4) Work which is in the service of science—for a better understanding of science :

            The Xenotext book 1, Christian Bök

            Pneumatic Antiphonal, Sylvia Legris

            All the books by Amy Catanzano

            Darwin: A Life in Poems, Ruth Padel

            Mad Science in Imperial City, Shanxing Wang

            In a way, all of the works by Mari-Lou Rowley

Juliana Spahr : This Connection of Everyone With Lungs & Transformation

            The Character, Jena Osman & her hypertext work: The Periodic Table


5) As « biosemiotic » exploration of the world: 

Most of  these books also tend to pose numerous questions about the nature of the self through a sort of biosemiotic exploration of the world. The philosophical question « who am I » / “who are we” ? encounters potential responses or metamorphoses into an alternative query : « What are we » ?
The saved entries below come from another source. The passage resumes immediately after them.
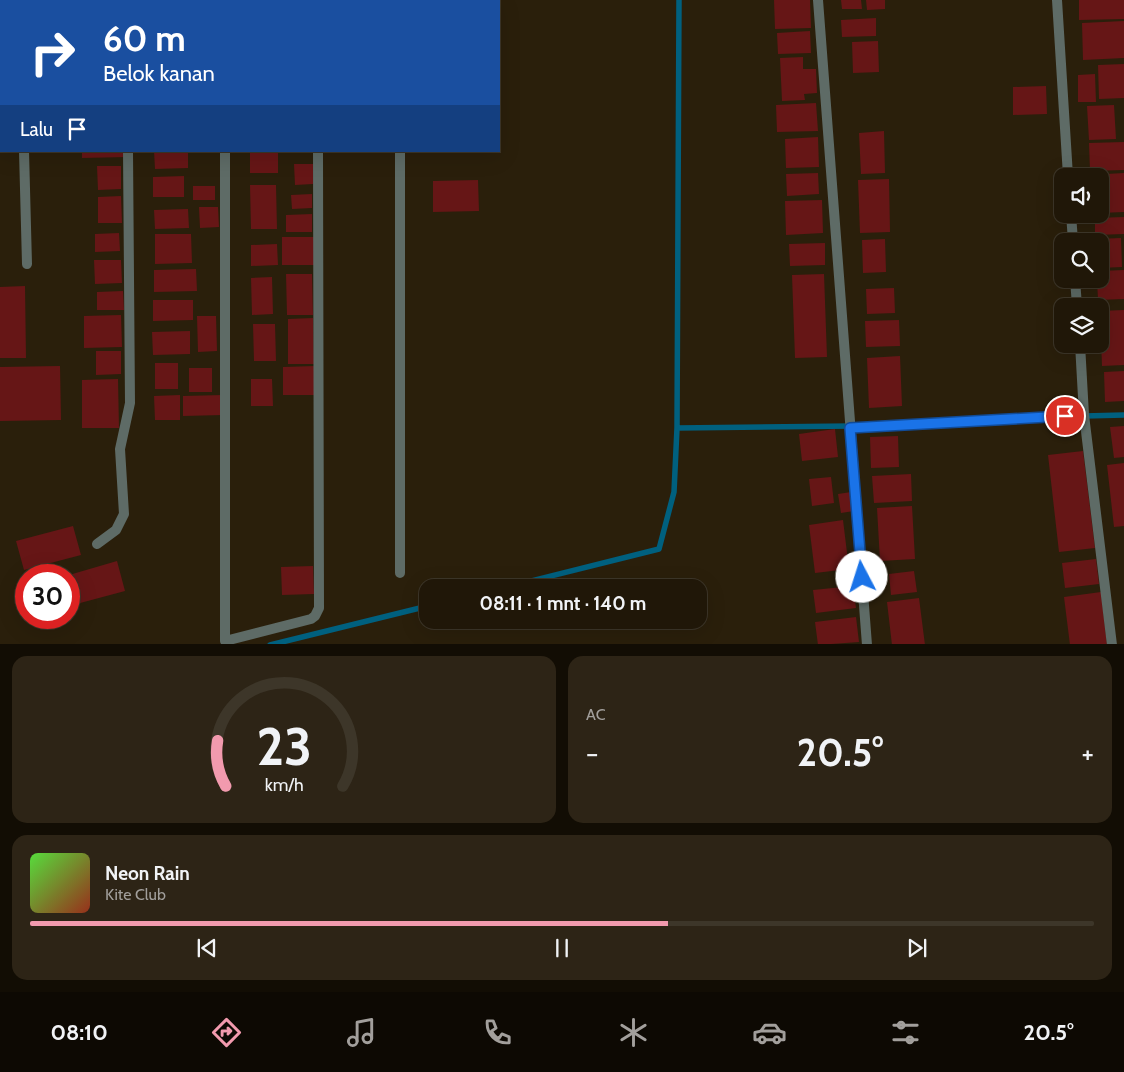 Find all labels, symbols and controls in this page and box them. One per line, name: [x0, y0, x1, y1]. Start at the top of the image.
text: 60 m: [103, 17, 186, 60]
icon: right: [20, 20, 85, 85]
text: Belok kanan: [103, 60, 215, 87]
icon: arrive: [63, 115, 91, 143]
text: Lalu: [20, 118, 53, 141]
map controls: [1054, 168, 1109, 353]
button: sound: [1054, 168, 1109, 223]
button: search: [1054, 233, 1109, 288]
button: layers: [1054, 298, 1109, 353]
pin: [1044, 395, 1086, 437]
icon: arrive: [1051, 402, 1079, 430]
position arrow: [835, 550, 887, 602]
speed limit sign: 30: [15, 564, 80, 629]
text: 08:11 · 1 mnt · 140 m: [480, 592, 646, 615]
text: AC: [586, 705, 606, 724]
text: 23: [256, 715, 312, 778]
text: 20.5°: [797, 729, 883, 776]
text: −: [586, 736, 598, 770]
text: +: [1082, 736, 1094, 770]
text: km/h: [264, 774, 304, 795]
text: Neon Rain: [105, 862, 190, 885]
text: Kite Club: [105, 885, 166, 904]
icon: previous: [193, 934, 221, 962]
icon: pause: [548, 934, 576, 962]
icon: next: [903, 934, 931, 962]
icon: directions: [209, 1015, 244, 1050]
icon: music: [344, 1015, 379, 1050]
icon: phone: [480, 1015, 515, 1050]
icon: climate: [616, 1015, 651, 1050]
icon: car: [752, 1015, 787, 1050]
icon: filters: [888, 1015, 923, 1050]
text: 08:10: [50, 1019, 108, 1046]
text: 20.5°: [1024, 1019, 1074, 1046]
Mari-Lou Rowley is actively implicated in this kind of exploration. She wrote on her blog that she was « struck by […] the biosemiotic tango of all living things in and within the dynamic flux of changing environments.” And she goes on to explain that “As an eco-science poet who has tumbled, quite gleefully, into the field of biosemiotics the questions that compel me are: What is the nature of poetic and/or creative emergence? What is the zygote and epigenisis of a poem or work of art? How does the poet read and interact with her environment, or semiosphere, in order to translate emotions, memories, sounds, smells, disconnected images, into the phonemes, syllables, words, lines and stanzas of a poems that resonates with the reader/listener. By what mechanisms does a poem or artwork evoke emotional or physiological response? Both Tammy and I believe in the concepts behind biosemiotics. Of course molecules, organisms and animals (human and non-human) communicate in and with the environment. We hear them. We are constantly on the lookout for signs.

The genesis of art, poetry and biological process involves multiple pathways and signals—which involves both an element of chance and of choice. (Transforium – notes on process; Posted on November 23, 2012 by Mari-Lou Rowley)
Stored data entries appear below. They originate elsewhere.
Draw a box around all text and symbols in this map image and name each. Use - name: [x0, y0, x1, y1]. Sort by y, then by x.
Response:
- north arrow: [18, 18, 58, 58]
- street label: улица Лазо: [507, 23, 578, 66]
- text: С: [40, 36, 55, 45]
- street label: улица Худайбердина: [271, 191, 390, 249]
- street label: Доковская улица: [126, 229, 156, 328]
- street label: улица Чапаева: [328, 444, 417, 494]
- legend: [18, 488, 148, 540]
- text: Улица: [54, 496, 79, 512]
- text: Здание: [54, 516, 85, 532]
            In a reversal which poses the questions who and what are we—are we biology or man, we can add the experiment and the project The Xenotext by Christian Bök. In The Xenotext, July 5, 2011,, Allison Carruth wrote: “The Xenotext Experiment aims to create a procedure for the reciprocal, meaningful translation of poetry into DNA and DNA into poetry. // In his 2008 description of the project, Bök writes "Not simply a code that governs both the development of an organism and the maintenance of its function, the genome can now become a vector for modes of artistic innovation and cultural expression.” A future of ecological collapse underlies this techno-lyrical project. Bök goes on to cite cybernetic theorist Pak Wong's view that the use of DNA to encode messages in the highly resilient and adaptive cells of bacteria could serve to store cultural heritages “against planetary disaster.” How and who would later decode those messages—first written in American Standard English and then translated into a DNA sequence, in Bök’s project—is a question we should certainly raise.

[…] Akin to bioartist Eduardo Kac, Bök claims that the genome is today a foundation "for heretofore unimagined modes of artistic innovation and cultural expression.” In turn, he suggests, “poetry stands poised to become the conduit for life science research.”